[Source data]
○ ○ ○ ○

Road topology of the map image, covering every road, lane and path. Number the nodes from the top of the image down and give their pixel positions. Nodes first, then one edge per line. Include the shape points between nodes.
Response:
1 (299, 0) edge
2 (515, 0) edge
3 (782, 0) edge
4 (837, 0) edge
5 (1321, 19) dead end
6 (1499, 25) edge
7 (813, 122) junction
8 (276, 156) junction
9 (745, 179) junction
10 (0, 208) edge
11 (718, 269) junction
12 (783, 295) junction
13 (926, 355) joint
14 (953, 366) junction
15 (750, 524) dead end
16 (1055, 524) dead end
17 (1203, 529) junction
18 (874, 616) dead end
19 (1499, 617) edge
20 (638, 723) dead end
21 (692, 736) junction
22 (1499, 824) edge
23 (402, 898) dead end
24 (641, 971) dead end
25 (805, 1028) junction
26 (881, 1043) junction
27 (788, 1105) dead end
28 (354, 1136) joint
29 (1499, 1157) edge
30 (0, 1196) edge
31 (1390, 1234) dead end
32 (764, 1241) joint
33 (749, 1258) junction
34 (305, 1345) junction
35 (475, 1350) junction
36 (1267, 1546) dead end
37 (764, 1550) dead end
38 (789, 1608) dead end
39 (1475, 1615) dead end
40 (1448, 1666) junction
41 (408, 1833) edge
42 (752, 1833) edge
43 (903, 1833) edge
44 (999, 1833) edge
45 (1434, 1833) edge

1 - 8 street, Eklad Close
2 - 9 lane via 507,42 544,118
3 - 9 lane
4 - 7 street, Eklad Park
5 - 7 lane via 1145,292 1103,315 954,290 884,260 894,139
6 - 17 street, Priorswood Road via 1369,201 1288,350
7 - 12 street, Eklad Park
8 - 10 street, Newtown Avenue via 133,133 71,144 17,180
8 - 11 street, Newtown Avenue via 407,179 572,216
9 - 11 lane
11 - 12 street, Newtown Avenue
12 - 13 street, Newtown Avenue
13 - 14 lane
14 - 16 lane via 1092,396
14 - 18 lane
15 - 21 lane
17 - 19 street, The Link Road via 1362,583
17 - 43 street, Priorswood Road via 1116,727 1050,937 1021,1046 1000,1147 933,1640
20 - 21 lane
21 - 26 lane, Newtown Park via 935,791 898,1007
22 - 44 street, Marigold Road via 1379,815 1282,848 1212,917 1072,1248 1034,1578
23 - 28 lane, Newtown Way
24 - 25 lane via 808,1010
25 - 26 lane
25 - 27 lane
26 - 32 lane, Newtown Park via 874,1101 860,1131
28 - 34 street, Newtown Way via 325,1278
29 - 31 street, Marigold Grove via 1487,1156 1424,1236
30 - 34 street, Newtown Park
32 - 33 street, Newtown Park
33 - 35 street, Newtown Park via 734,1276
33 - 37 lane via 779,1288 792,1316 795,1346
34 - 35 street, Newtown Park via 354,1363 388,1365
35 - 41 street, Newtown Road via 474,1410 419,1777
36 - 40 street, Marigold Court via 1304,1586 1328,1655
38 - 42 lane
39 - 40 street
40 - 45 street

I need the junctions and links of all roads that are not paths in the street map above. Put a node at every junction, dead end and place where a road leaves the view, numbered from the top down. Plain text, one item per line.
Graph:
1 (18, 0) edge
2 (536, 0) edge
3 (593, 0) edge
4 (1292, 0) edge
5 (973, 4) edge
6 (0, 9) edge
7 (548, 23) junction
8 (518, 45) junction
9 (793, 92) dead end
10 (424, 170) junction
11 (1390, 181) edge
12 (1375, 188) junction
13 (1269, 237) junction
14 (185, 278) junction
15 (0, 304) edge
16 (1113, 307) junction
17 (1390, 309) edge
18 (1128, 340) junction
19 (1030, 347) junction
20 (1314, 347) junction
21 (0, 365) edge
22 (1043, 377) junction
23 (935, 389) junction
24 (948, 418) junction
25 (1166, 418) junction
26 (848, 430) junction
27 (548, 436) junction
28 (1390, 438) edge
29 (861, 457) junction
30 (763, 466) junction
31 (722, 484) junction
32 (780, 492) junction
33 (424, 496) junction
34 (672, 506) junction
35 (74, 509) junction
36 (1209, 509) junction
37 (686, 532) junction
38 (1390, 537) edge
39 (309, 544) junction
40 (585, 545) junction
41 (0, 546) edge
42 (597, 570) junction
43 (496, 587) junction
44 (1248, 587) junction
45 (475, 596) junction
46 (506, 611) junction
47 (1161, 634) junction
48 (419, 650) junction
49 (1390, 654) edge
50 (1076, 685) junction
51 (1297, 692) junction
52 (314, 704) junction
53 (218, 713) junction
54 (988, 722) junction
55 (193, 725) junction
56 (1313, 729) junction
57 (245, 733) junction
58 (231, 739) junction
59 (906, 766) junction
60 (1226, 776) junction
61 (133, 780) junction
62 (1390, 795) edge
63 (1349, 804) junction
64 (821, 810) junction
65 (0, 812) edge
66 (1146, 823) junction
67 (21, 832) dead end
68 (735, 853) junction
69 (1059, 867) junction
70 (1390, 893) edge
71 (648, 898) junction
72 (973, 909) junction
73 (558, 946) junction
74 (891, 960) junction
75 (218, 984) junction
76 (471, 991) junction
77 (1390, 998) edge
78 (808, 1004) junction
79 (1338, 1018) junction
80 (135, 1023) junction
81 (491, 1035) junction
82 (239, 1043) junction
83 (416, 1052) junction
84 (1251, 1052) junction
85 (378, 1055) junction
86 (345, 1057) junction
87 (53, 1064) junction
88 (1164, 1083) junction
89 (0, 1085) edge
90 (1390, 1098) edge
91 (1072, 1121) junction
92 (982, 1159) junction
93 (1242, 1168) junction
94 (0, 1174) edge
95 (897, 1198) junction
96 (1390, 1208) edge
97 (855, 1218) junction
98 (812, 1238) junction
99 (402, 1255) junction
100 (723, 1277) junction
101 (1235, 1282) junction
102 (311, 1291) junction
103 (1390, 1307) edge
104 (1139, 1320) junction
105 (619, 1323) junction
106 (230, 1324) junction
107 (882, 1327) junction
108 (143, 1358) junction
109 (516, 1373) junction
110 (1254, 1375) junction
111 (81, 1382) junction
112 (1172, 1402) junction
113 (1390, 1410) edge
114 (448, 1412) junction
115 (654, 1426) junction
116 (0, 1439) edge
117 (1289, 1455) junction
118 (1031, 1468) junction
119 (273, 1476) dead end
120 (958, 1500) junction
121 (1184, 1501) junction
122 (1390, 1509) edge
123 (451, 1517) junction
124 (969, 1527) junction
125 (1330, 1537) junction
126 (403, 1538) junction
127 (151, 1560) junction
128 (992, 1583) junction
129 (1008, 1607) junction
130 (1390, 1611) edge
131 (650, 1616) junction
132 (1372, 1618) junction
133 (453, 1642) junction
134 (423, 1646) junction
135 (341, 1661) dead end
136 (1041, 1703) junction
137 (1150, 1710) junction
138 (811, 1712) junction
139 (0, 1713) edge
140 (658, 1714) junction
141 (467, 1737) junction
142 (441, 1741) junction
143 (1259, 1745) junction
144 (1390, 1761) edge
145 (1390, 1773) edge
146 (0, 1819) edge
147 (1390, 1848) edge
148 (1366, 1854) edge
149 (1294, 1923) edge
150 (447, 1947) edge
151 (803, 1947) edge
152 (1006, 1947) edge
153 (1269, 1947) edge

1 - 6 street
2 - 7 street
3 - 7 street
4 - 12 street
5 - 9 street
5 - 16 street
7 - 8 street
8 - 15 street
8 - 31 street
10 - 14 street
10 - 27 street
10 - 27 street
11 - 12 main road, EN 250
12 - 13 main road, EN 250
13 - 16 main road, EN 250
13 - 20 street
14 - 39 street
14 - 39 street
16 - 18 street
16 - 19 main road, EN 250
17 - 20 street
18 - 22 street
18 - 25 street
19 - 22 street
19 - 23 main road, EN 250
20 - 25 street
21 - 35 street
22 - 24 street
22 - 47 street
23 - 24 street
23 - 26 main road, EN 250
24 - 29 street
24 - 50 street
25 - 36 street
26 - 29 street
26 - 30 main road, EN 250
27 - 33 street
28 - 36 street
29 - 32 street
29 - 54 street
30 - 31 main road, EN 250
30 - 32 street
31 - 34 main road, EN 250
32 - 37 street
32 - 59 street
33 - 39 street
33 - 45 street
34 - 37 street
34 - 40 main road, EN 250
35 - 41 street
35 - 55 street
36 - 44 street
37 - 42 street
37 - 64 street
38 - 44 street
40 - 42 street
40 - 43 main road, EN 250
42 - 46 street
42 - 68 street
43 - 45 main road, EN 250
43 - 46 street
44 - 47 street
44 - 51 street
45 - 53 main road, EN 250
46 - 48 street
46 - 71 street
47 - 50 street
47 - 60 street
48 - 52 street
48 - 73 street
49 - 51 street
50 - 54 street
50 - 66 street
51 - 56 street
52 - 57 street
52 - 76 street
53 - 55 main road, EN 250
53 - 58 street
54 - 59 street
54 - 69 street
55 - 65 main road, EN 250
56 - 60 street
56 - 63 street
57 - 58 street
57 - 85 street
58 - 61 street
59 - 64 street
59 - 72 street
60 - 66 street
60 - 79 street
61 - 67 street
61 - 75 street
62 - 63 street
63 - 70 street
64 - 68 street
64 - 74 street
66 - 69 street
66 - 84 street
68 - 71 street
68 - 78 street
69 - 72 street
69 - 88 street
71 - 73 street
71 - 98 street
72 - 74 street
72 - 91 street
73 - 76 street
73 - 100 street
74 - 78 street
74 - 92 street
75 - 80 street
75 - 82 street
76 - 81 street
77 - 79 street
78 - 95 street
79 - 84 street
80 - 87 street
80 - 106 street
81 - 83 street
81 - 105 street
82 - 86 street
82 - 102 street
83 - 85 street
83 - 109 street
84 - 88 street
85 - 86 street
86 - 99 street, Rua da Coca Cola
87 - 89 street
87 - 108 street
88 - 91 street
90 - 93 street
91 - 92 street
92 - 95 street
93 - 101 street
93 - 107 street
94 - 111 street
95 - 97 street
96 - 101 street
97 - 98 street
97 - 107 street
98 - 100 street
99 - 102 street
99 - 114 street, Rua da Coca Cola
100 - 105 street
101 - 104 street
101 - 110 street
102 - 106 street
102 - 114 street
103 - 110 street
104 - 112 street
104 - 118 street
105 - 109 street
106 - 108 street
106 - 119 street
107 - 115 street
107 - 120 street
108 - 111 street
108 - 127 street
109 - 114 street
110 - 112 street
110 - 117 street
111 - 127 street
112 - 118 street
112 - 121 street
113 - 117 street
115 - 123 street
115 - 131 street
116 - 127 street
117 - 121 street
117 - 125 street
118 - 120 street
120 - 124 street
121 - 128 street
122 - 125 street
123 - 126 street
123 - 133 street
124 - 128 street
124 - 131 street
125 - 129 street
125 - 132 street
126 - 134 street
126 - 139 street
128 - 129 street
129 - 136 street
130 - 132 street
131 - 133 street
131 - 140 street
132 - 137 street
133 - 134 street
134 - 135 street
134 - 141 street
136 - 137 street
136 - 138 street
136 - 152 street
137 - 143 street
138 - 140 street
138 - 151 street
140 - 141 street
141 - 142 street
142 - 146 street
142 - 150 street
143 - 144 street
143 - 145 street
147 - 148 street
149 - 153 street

○ ○ ○ ○

Return all lines from the entries that contain the string "Cola".

86 - 99 street, Rua da Coca Cola
99 - 114 street, Rua da Coca Cola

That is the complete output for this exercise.